What you will do: Without including pictures, set down every record exactly as it stands.

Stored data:

————————

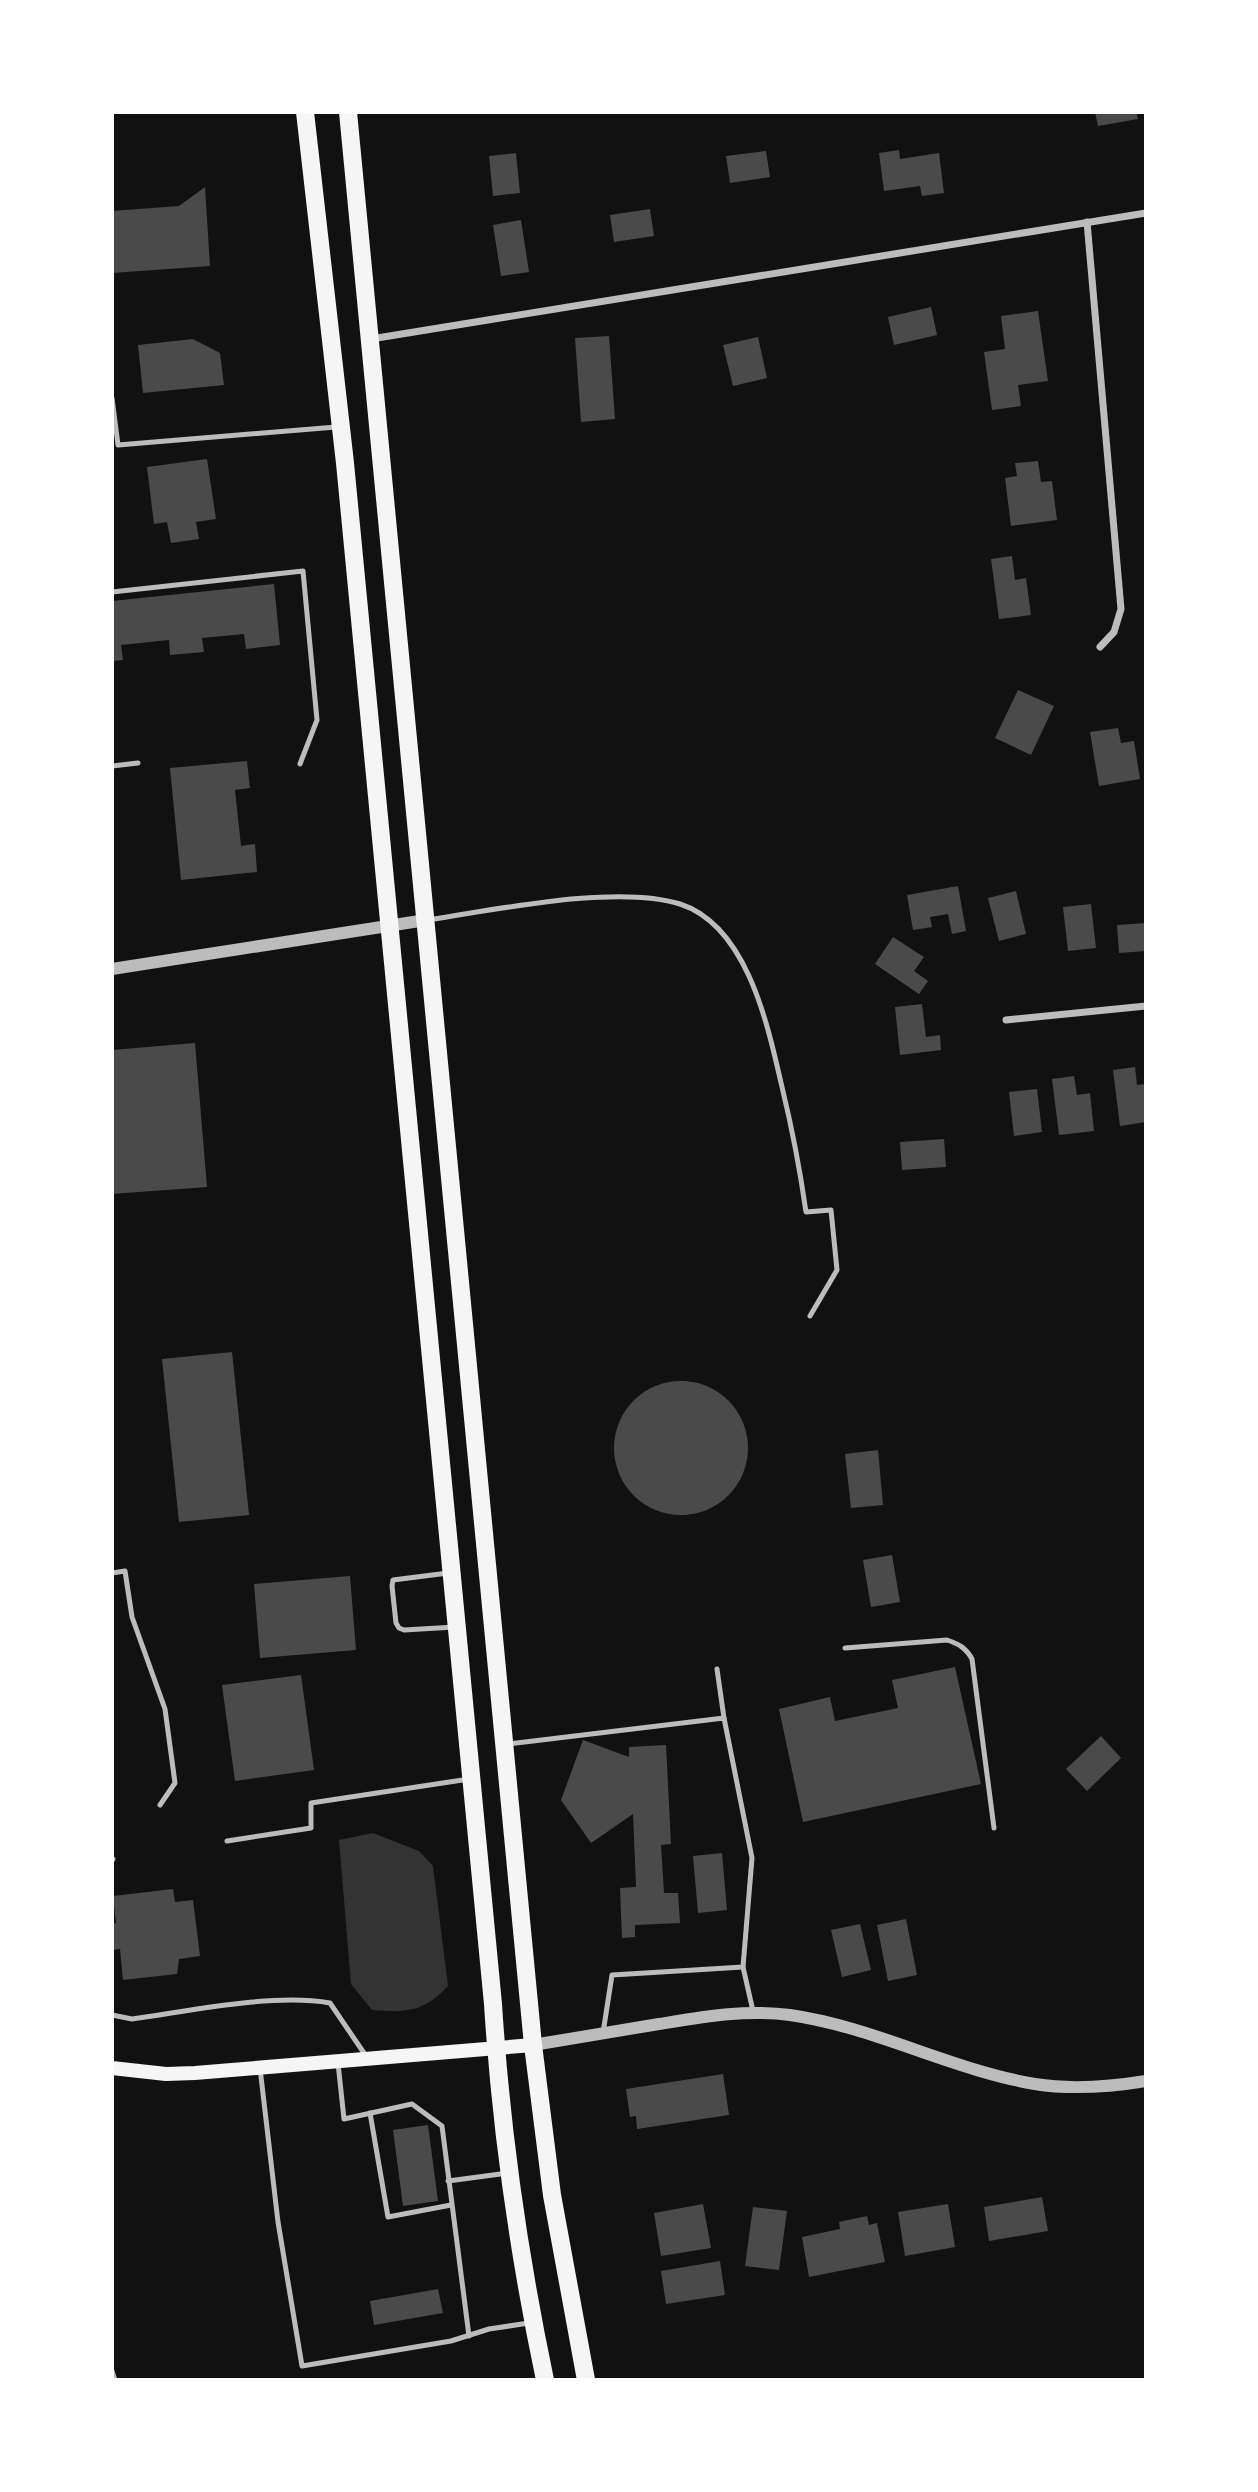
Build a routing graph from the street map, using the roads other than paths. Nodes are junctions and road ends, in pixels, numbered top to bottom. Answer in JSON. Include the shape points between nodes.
{"nodes":[{"id":1,"x":305,"y":112,"type":"edge"},
{"id":2,"x":348,"y":112,"type":"edge"},
{"id":3,"x":1146,"y":213,"type":"edge"},
{"id":4,"x":1087,"y":222,"type":"junction"},
{"id":5,"x":370,"y":339,"type":"junction"},
{"id":6,"x":112,"y":398,"type":"edge"},
{"id":7,"x":341,"y":427,"type":"junction"},
{"id":8,"x":115,"y":445,"type":"edge"},
{"id":9,"x":112,"y":592,"type":"edge"},
{"id":10,"x":1100,"y":647,"type":"dead end"},
{"id":11,"x":138,"y":763,"type":"dead end"},
{"id":12,"x":300,"y":764,"type":"dead end"},
{"id":13,"x":112,"y":766,"type":"edge"},
{"id":14,"x":426,"y":920,"type":"junction"},
{"id":15,"x":390,"y":927,"type":"junction"},
{"id":16,"x":112,"y":969,"type":"edge"},
{"id":17,"x":1146,"y":1006,"type":"edge"},
{"id":18,"x":1006,"y":1020,"type":"dead end"},
{"id":19,"x":810,"y":1316,"type":"dead end"},
{"id":20,"x":451,"y":1572,"type":"junction"},
{"id":21,"x":112,"y":1573,"type":"edge"},
{"id":22,"x":457,"y":1627,"type":"junction"},
{"id":23,"x":845,"y":1648,"type":"dead end"},
{"id":24,"x":717,"y":1670,"type":"dead end"},
{"id":25,"x":724,"y":1718,"type":"junction"},
{"id":26,"x":505,"y":1745,"type":"junction"},
{"id":27,"x":471,"y":1779,"type":"junction"},
{"id":28,"x":160,"y":1805,"type":"dead end"},
{"id":29,"x":995,"y":1828,"type":"dead end"},
{"id":30,"x":228,"y":1841,"type":"dead end"},
{"id":31,"x":743,"y":1967,"type":"junction"},
{"id":32,"x":753,"y":2012,"type":"junction"},
{"id":33,"x":112,"y":2015,"type":"edge"},
{"id":34,"x":603,"y":2033,"type":"junction"},
{"id":35,"x":533,"y":2045,"type":"junction"},
{"id":36,"x":496,"y":2048,"type":"junction"},
{"id":37,"x":368,"y":2059,"type":"junction"},
{"id":38,"x":338,"y":2061,"type":"junction"},
{"id":39,"x":112,"y":2068,"type":"edge"},
{"id":40,"x":261,"y":2068,"type":"junction"},
{"id":41,"x":1146,"y":2081,"type":"edge"},
{"id":42,"x":370,"y":2113,"type":"junction"},
{"id":43,"x":508,"y":2173,"type":"junction"},
{"id":44,"x":448,"y":2181,"type":"junction"},
{"id":45,"x":451,"y":2205,"type":"junction"},
{"id":46,"x":533,"y":2322,"type":"junction"},
{"id":47,"x":468,"y":2336,"type":"junction"},
{"id":48,"x":112,"y":2371,"type":"edge"},
{"id":49,"x":115,"y":2380,"type":"edge"},
{"id":50,"x":545,"y":2380,"type":"edge"},
{"id":51,"x":586,"y":2380,"type":"edge"}],
"edges":[{"from":1,"to":7,"type":"main road"},
{"from":2,"to":5,"type":"main road"},
{"from":3,"to":4,"type":"street"},
{"from":4,"to":5,"type":"street"},
{"from":4,"to":10,"type":"street","via":[[1121,609],[1114,632]]},
{"from":5,"to":14,"type":"main road"},
{"from":6,"to":8,"type":"lane"},
{"from":7,"to":8,"type":"lane"},
{"from":7,"to":15,"type":"main road"},
{"from":9,"to":12,"type":"lane","via":[[303,571],[317,720]]},
{"from":11,"to":13,"type":"lane"},
{"from":14,"to":15,"type":"street"},
{"from":14,"to":19,"type":"lane","via":[[552,902],[630,898],[682,905],[713,924],[741,962],[759,1000],[787,1109],[806,1212],[831,1210],[837,1270]]},
{"from":14,"to":26,"type":"main road"},
{"from":15,"to":16,"type":"street"},
{"from":15,"to":20,"type":"main road"},
{"from":17,"to":18,"type":"street"},
{"from":20,"to":22,"type":"main road"},
{"from":20,"to":22,"type":"lane","via":[[393,1580],[393,1598],[399,1628]]},
{"from":21,"to":28,"type":"lane","via":[[125,1571],[132,1617],[165,1709],[175,1783]]},
{"from":22,"to":27,"type":"main road"},
{"from":23,"to":29,"type":"lane","via":[[947,1640],[968,1651]]},
{"from":24,"to":25,"type":"lane"},
{"from":25,"to":26,"type":"lane"},
{"from":25,"to":31,"type":"lane","via":[[752,1858]]},
{"from":26,"to":35,"type":"main road"},
{"from":27,"to":30,"type":"lane","via":[[311,1802],[311,1828]]},
{"from":27,"to":36,"type":"main road"},
{"from":31,"to":32,"type":"lane"},
{"from":31,"to":34,"type":"lane","via":[[612,1975]]},
{"from":32,"to":34,"type":"street"},
{"from":32,"to":41,"type":"street","via":[[830,2024],[1035,2084],[1077,2087]]},
{"from":33,"to":37,"type":"lane","via":[[132,2019],[315,2000],[330,2003]]},
{"from":34,"to":35,"type":"street"},
{"from":35,"to":36,"type":"main road"},
{"from":35,"to":51,"type":"main road","via":[[552,2195]]},
{"from":36,"to":37,"type":"main road"},
{"from":36,"to":43,"type":"main road"},
{"from":37,"to":38,"type":"main road"},
{"from":38,"to":40,"type":"main road"},
{"from":38,"to":42,"type":"lane","via":[[344,2119]]},
{"from":39,"to":40,"type":"main road","via":[[166,2074]]},
{"from":40,"to":47,"type":"lane","via":[[278,2222],[302,2366]]},
{"from":42,"to":44,"type":"lane","via":[[412,2104],[442,2126]]},
{"from":42,"to":45,"type":"lane","via":[[387,2217]]},
{"from":43,"to":44,"type":"lane"},
{"from":43,"to":46,"type":"main road"},
{"from":44,"to":45,"type":"lane"},
{"from":45,"to":47,"type":"lane"},
{"from":46,"to":47,"type":"lane"},
{"from":46,"to":50,"type":"main road"},
{"from":48,"to":49,"type":"lane"}]}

————————

Output of the exercise:
Build a routing graph from the street map, using the roads other than paths. Nodes are junctions and road ends, in pixels, numbered top to bottom. Answer in JSON. Include the shape points between nodes.
{"nodes":[{"id":1,"x":305,"y":112,"type":"edge"},
{"id":2,"x":348,"y":112,"type":"edge"},
{"id":3,"x":1146,"y":213,"type":"edge"},
{"id":4,"x":1087,"y":222,"type":"junction"},
{"id":5,"x":370,"y":339,"type":"junction"},
{"id":6,"x":112,"y":398,"type":"edge"},
{"id":7,"x":341,"y":427,"type":"junction"},
{"id":8,"x":115,"y":445,"type":"edge"},
{"id":9,"x":112,"y":592,"type":"edge"},
{"id":10,"x":1100,"y":647,"type":"dead end"},
{"id":11,"x":138,"y":763,"type":"dead end"},
{"id":12,"x":300,"y":764,"type":"dead end"},
{"id":13,"x":112,"y":766,"type":"edge"},
{"id":14,"x":426,"y":920,"type":"junction"},
{"id":15,"x":390,"y":927,"type":"junction"},
{"id":16,"x":112,"y":969,"type":"edge"},
{"id":17,"x":1146,"y":1006,"type":"edge"},
{"id":18,"x":1006,"y":1020,"type":"dead end"},
{"id":19,"x":810,"y":1316,"type":"dead end"},
{"id":20,"x":451,"y":1572,"type":"junction"},
{"id":21,"x":112,"y":1573,"type":"edge"},
{"id":22,"x":457,"y":1627,"type":"junction"},
{"id":23,"x":845,"y":1648,"type":"dead end"},
{"id":24,"x":717,"y":1670,"type":"dead end"},
{"id":25,"x":724,"y":1718,"type":"junction"},
{"id":26,"x":505,"y":1745,"type":"junction"},
{"id":27,"x":471,"y":1779,"type":"junction"},
{"id":28,"x":160,"y":1805,"type":"dead end"},
{"id":29,"x":995,"y":1828,"type":"dead end"},
{"id":30,"x":228,"y":1841,"type":"dead end"},
{"id":31,"x":743,"y":1967,"type":"junction"},
{"id":32,"x":753,"y":2012,"type":"junction"},
{"id":33,"x":112,"y":2015,"type":"edge"},
{"id":34,"x":603,"y":2033,"type":"junction"},
{"id":35,"x":533,"y":2045,"type":"junction"},
{"id":36,"x":496,"y":2048,"type":"junction"},
{"id":37,"x":368,"y":2059,"type":"junction"},
{"id":38,"x":338,"y":2061,"type":"junction"},
{"id":39,"x":112,"y":2068,"type":"edge"},
{"id":40,"x":261,"y":2068,"type":"junction"},
{"id":41,"x":1146,"y":2081,"type":"edge"},
{"id":42,"x":370,"y":2113,"type":"junction"},
{"id":43,"x":508,"y":2173,"type":"junction"},
{"id":44,"x":448,"y":2181,"type":"junction"},
{"id":45,"x":451,"y":2205,"type":"junction"},
{"id":46,"x":533,"y":2322,"type":"junction"},
{"id":47,"x":468,"y":2336,"type":"junction"},
{"id":48,"x":112,"y":2371,"type":"edge"},
{"id":49,"x":115,"y":2380,"type":"edge"},
{"id":50,"x":545,"y":2380,"type":"edge"},
{"id":51,"x":586,"y":2380,"type":"edge"}],
"edges":[{"from":1,"to":7,"type":"main road"},
{"from":2,"to":5,"type":"main road"},
{"from":3,"to":4,"type":"street"},
{"from":4,"to":5,"type":"street"},
{"from":4,"to":10,"type":"street","via":[[1121,609],[1114,632]]},
{"from":5,"to":14,"type":"main road"},
{"from":6,"to":8,"type":"lane"},
{"from":7,"to":8,"type":"lane"},
{"from":7,"to":15,"type":"main road"},
{"from":9,"to":12,"type":"lane","via":[[303,571],[317,720]]},
{"from":11,"to":13,"type":"lane"},
{"from":14,"to":15,"type":"street"},
{"from":14,"to":19,"type":"lane","via":[[552,902],[630,898],[682,905],[713,924],[741,962],[759,1000],[787,1109],[806,1212],[831,1210],[837,1270]]},
{"from":14,"to":26,"type":"main road"},
{"from":15,"to":16,"type":"street"},
{"from":15,"to":20,"type":"main road"},
{"from":17,"to":18,"type":"street"},
{"from":20,"to":22,"type":"main road"},
{"from":20,"to":22,"type":"lane","via":[[393,1580],[393,1598],[399,1628]]},
{"from":21,"to":28,"type":"lane","via":[[125,1571],[132,1617],[165,1709],[175,1783]]},
{"from":22,"to":27,"type":"main road"},
{"from":23,"to":29,"type":"lane","via":[[947,1640],[968,1651]]},
{"from":24,"to":25,"type":"lane"},
{"from":25,"to":26,"type":"lane"},
{"from":25,"to":31,"type":"lane","via":[[752,1858]]},
{"from":26,"to":35,"type":"main road"},
{"from":27,"to":30,"type":"lane","via":[[311,1802],[311,1828]]},
{"from":27,"to":36,"type":"main road"},
{"from":31,"to":32,"type":"lane"},
{"from":31,"to":34,"type":"lane","via":[[612,1975]]},
{"from":32,"to":34,"type":"street"},
{"from":32,"to":41,"type":"street","via":[[830,2024],[1035,2084],[1077,2087]]},
{"from":33,"to":37,"type":"lane","via":[[132,2019],[315,2000],[330,2003]]},
{"from":34,"to":35,"type":"street"},
{"from":35,"to":36,"type":"main road"},
{"from":35,"to":51,"type":"main road","via":[[552,2195]]},
{"from":36,"to":37,"type":"main road"},
{"from":36,"to":43,"type":"main road"},
{"from":37,"to":38,"type":"main road"},
{"from":38,"to":40,"type":"main road"},
{"from":38,"to":42,"type":"lane","via":[[344,2119]]},
{"from":39,"to":40,"type":"main road","via":[[166,2074]]},
{"from":40,"to":47,"type":"lane","via":[[278,2222],[302,2366]]},
{"from":42,"to":44,"type":"lane","via":[[412,2104],[442,2126]]},
{"from":42,"to":45,"type":"lane","via":[[387,2217]]},
{"from":43,"to":44,"type":"lane"},
{"from":43,"to":46,"type":"main road"},
{"from":44,"to":45,"type":"lane"},
{"from":45,"to":47,"type":"lane"},
{"from":46,"to":47,"type":"lane"},
{"from":46,"to":50,"type":"main road"},
{"from":48,"to":49,"type":"lane"}]}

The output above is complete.